Why Reception Is Better at Night

Long-wave signals (40 and 60 kHz) interact with the ionosphere's D layer. During the day, solar UV ionizes the D layer and increases its electron density, absorbing long-wave radio and shortening reception range. At night, the D layer largely disappears and the more reflective E layer carries signals further, dramatically improving reception.

Indoor reception suffers when reinforced concrete or metal furniture blocks the signal. Tips to improve reception include placing the clock near a window, orienting it toward the broadcast station (Otakadoyayama is to the southwest from eastern Japan; Hagane-yama is to the east from western Japan), and keeping it away from electronic devices like computers and televisions that emit interference.

World Standard Frequency Stations

Each country operates its own standard frequency stations. Germany's DCF77 (77.5 kHz, Mainflingen) covers most of Europe; the U.K.'s MSF (60 kHz, Anthorn) and the U.S. WWVB (60 kHz, Fort Collins, Colorado) serve their respective regions. China's BPC (68.5 kHz) covers mainland China.

Multi-band radio clocks support JJY, DCF77, MSF, WWVB, and others, automatically switching to the local broadcast when traveling. They cannot work outside the reach of any standard signal (open Pacific, much of Africa, much of South America), where they fall back to internal quartz operation. Coverage is regional, but most populated areas of the developed world fall within range of at least one station.

GPS-Controlled Clocks - The Satellite Alternative

GPS-controlled clocks receive time directly from GPS satellites. The advantages over long-wave receivers are global coverage, nanosecond-level accuracy, and automatic time zone detection from position data. Seiko's Astron and Casio's G-SHOCK GPW series exemplify this approach, integrating GPS reception into a wearable form factor.

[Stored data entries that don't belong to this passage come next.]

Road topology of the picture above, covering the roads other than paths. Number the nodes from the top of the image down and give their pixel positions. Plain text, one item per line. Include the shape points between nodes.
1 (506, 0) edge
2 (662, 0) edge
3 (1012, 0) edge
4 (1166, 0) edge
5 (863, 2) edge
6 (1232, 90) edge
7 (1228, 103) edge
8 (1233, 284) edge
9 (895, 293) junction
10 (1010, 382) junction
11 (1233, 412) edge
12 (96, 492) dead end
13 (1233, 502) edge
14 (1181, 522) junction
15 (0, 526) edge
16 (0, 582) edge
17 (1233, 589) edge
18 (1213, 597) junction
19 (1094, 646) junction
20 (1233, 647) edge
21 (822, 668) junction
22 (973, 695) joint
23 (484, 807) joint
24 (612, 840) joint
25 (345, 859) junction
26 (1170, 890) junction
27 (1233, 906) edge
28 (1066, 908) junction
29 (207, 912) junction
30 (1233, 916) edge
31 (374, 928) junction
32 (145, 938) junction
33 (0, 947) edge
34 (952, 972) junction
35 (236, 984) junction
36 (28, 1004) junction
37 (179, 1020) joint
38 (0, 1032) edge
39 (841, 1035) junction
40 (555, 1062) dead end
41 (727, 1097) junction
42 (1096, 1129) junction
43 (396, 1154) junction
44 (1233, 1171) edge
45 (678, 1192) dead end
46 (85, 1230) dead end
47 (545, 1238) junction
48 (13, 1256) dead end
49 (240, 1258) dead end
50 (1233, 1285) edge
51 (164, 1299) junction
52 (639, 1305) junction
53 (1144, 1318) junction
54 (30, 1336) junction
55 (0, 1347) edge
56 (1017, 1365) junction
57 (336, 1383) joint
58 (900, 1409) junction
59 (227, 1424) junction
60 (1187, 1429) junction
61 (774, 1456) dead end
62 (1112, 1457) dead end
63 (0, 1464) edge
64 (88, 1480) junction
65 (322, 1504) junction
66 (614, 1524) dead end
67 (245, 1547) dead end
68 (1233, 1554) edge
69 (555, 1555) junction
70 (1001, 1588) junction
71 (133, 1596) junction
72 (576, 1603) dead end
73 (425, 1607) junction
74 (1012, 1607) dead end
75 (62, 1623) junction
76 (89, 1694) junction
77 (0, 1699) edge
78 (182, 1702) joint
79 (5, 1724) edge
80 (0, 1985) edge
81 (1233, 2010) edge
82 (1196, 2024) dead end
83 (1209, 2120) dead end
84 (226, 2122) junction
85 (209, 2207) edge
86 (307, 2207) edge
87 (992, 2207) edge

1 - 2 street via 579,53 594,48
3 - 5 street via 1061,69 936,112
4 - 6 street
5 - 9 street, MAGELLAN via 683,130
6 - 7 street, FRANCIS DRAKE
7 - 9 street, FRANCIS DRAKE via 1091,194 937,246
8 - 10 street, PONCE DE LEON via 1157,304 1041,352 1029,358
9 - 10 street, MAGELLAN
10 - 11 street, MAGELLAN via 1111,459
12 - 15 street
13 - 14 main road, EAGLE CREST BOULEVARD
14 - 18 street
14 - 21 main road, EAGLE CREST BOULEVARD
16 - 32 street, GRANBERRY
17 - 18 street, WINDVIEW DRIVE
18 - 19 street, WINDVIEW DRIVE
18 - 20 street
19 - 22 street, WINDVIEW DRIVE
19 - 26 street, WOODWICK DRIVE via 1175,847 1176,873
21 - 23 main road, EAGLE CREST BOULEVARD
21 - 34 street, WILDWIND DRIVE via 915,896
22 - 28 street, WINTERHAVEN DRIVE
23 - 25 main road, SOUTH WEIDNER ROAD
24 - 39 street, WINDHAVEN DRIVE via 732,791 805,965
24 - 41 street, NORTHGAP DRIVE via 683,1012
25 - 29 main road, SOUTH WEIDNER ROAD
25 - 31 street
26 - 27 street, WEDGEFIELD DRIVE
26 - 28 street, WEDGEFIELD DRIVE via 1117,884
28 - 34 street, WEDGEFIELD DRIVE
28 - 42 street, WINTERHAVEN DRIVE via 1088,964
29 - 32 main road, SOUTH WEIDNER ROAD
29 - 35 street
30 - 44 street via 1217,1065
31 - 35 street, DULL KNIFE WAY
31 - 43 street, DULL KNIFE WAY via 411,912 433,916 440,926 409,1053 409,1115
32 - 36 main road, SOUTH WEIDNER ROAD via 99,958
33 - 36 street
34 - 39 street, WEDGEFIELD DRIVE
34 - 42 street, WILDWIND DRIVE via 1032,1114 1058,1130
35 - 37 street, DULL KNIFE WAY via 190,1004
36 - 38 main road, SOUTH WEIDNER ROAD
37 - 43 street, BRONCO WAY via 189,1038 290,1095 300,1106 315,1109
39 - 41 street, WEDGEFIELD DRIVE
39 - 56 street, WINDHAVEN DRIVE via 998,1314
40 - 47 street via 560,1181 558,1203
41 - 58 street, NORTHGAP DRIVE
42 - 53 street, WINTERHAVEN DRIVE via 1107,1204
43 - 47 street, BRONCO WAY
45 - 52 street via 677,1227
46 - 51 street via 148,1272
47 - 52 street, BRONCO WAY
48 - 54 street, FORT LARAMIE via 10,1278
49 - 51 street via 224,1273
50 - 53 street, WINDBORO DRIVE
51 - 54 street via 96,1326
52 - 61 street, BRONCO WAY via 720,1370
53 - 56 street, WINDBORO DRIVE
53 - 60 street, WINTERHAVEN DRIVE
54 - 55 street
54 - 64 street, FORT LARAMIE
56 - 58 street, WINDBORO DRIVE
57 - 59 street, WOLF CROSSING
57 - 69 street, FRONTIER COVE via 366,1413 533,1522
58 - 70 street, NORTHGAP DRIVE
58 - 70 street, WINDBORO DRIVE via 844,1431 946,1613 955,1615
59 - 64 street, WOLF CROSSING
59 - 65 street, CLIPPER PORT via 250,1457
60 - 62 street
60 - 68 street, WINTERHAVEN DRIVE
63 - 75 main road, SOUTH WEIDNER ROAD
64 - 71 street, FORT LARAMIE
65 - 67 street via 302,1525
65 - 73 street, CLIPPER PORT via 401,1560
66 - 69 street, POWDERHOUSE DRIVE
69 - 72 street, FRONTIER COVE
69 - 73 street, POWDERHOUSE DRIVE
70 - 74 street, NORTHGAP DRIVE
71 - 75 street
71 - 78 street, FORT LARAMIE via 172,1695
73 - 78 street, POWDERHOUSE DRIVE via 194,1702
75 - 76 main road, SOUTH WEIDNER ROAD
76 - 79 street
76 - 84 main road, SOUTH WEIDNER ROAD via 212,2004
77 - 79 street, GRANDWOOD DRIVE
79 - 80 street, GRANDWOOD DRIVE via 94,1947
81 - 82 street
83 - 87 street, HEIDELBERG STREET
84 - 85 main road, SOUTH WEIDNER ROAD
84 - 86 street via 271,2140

The downside is that GPS reception requires line of sight to the sky, so it works at windows or outdoors but rarely deep inside buildings. GPS receivers also draw more power than long-wave circuits, making solar charging a typical pairing. Long-wave radio clocks tend to win for indoor wall and desk clocks, where they can receive overnight without sunlight and consume negligible power. Each technology fits different niches rather than competing directly.